George Bush, perhaps more than any other president in history, brought evangelical Christianity to the forefront of the political conversation in the United States with his openness about his faith as an evangelical Christian. Because of this, the church became ironically more polarized than ever before. Political litmus tests were solidified in the minds of Christ followers throughout the nation. Not only did the questions of gay marriage, stem-cell research, and abortion become distinguishing factors in Christian circles but the question of how the church and the state are truly supposed to interact has become a conversation of renewed critical importance even to the lay person in the church. The George Bush presidency has started a wildfire in the church, one that perhaps we cannot control. As we sat and watched America invade another country and we saw the institutional church support that agenda all along the way we were forced to ask and to answer questions, many times very personal questions, about what Christianity is and what America is. Many of us began to become less and less comfortable with how the Bush administration seemed to be answering those questions in its actions. Many of us began to become less and less comfortable with the church's complicity with the United States' systems and imagination.
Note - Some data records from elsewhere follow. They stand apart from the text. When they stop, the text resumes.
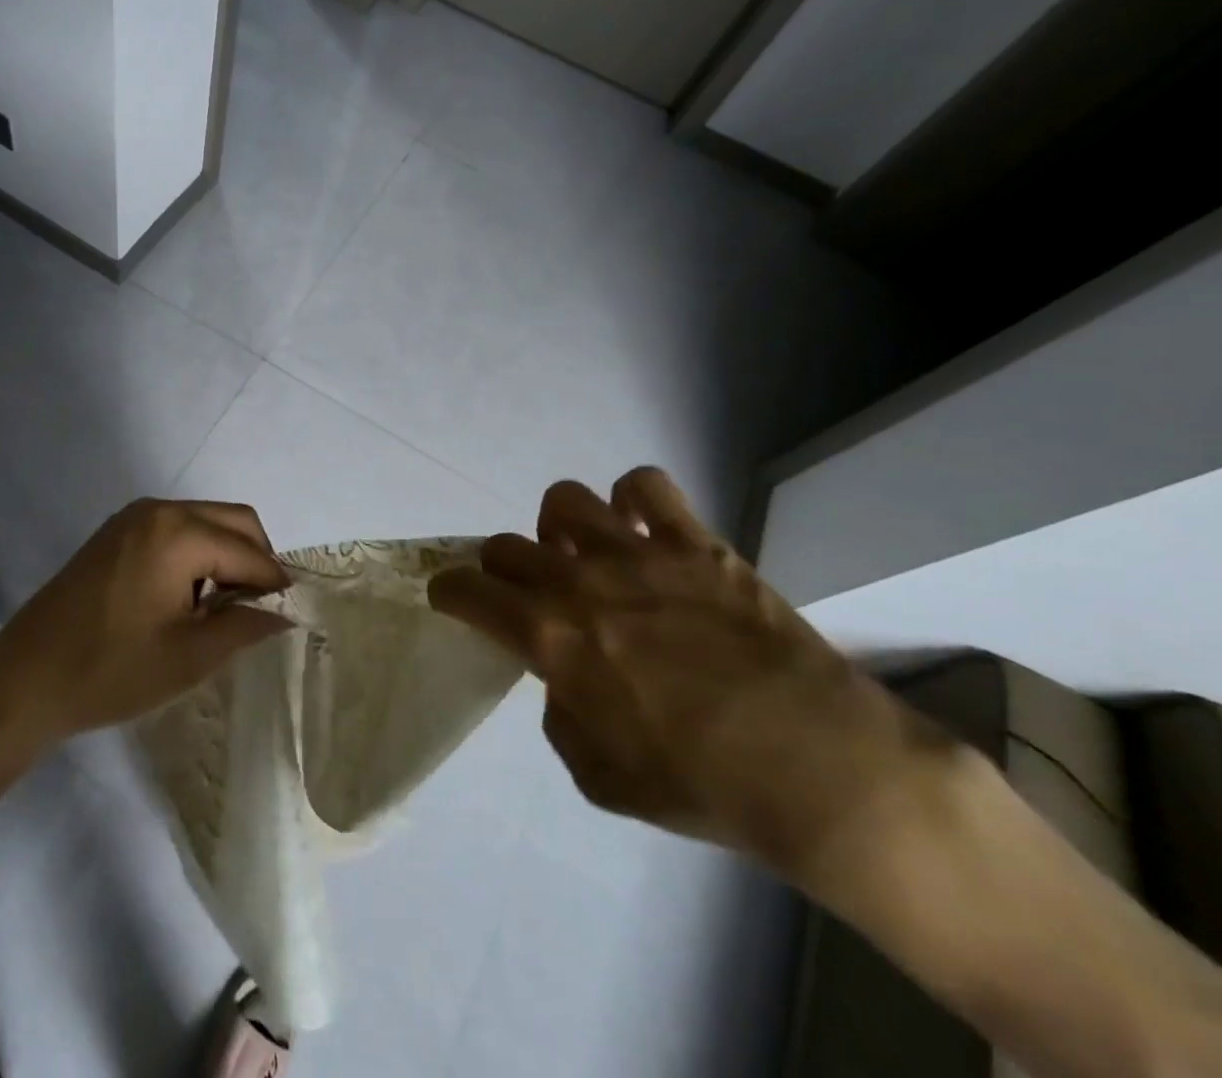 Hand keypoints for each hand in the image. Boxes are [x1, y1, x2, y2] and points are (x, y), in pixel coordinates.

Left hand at [0, 499, 290, 749]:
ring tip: (222, 611)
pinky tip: (188, 599)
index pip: (249, 551)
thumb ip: (244, 626)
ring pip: (206, 522)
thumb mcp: (188, 657)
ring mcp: (132, 518)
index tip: (291, 615)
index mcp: (178, 532)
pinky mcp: (115, 533)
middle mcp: (158, 511)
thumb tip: (285, 613)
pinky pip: (176, 530)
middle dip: (256, 561)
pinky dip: (197, 554)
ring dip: (227, 556)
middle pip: (234, 521)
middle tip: (257, 612)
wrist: (22, 682)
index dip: (275, 584)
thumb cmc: (109, 671)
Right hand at [428, 467, 953, 881]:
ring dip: (559, 528)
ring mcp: (639, 553)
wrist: (823, 771)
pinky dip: (632, 500)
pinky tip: (641, 530)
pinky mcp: (695, 542)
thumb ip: (561, 716)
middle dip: (500, 569)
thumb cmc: (703, 786)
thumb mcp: (599, 777)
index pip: (468, 591)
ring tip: (581, 554)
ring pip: (564, 500)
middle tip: (524, 594)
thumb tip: (563, 678)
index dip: (449, 591)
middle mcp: (580, 582)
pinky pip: (645, 487)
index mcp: (549, 638)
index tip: (452, 597)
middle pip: (506, 545) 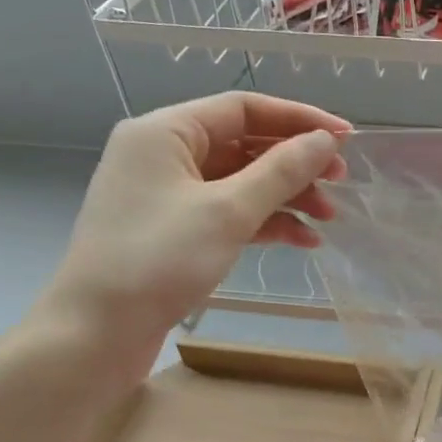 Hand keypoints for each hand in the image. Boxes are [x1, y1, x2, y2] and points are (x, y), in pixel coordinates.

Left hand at [29, 94, 350, 382]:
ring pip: (241, 181)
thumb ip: (281, 171)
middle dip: (296, 162)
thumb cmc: (157, 261)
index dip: (299, 119)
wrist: (95, 333)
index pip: (244, 108)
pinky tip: (302, 240)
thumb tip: (326, 140)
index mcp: (166, 132)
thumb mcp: (228, 212)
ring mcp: (168, 194)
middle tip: (341, 182)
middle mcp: (164, 154)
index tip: (346, 138)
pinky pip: (229, 212)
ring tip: (327, 217)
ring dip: (287, 195)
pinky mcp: (175, 230)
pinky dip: (265, 221)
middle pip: (245, 144) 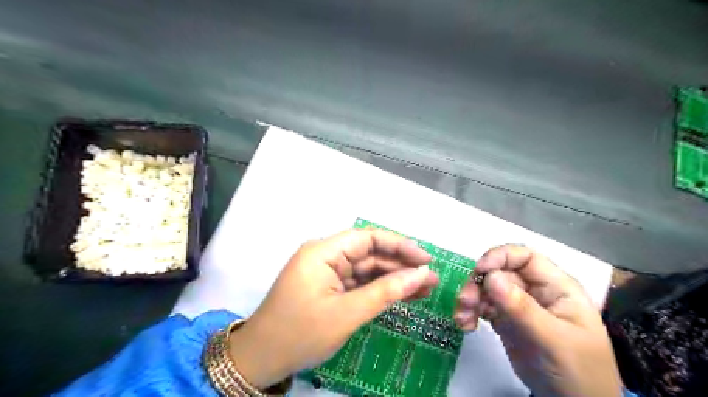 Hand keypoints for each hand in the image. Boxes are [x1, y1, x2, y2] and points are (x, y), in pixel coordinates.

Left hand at [228, 230, 436, 387]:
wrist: (262, 360)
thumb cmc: (301, 333)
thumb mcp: (347, 313)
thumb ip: (385, 292)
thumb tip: (420, 274)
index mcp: (323, 252)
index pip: (366, 238)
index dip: (398, 245)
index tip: (424, 258)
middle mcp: (325, 256)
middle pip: (369, 254)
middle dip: (400, 265)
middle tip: (431, 278)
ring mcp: (328, 273)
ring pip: (367, 270)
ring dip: (394, 279)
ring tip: (425, 288)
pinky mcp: (330, 288)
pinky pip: (359, 283)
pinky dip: (380, 290)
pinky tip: (404, 295)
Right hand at [457, 245, 619, 396]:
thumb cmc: (578, 370)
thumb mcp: (553, 339)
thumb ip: (522, 308)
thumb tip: (490, 277)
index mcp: (555, 286)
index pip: (525, 257)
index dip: (500, 257)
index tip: (480, 271)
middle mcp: (534, 290)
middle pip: (499, 273)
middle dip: (479, 284)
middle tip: (465, 301)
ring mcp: (519, 305)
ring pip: (487, 289)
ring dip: (471, 299)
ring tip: (462, 318)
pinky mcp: (506, 321)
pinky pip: (483, 307)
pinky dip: (470, 313)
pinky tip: (466, 325)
Many of us began to see the reflection of Rome, the empire on whose Cross Jesus was tortured and killed, shimmering in the waters of the "American Dream."

When I stop and think back over the past eight years or so, I can't help but notice that, as McLaren puts it, "George Bush has played a big role in my spiritual life." His administration, for better or for worse, has showed us a glimpse of what it looks like when the church and the state are mingled into the same "we" and thus it has raised the questions that cannot help but be raised in midst of that reality. I hope that we, the church, will continue to ask and to answer those questions and become more and more a kingdom which is "not of this world," does not "conform to the patterns of this world," and imagines more and more how the church can respond to the situations we find ourselves in when it is free from complicity with the empire.

Perhaps the post-Bush administration church will be all the better for it.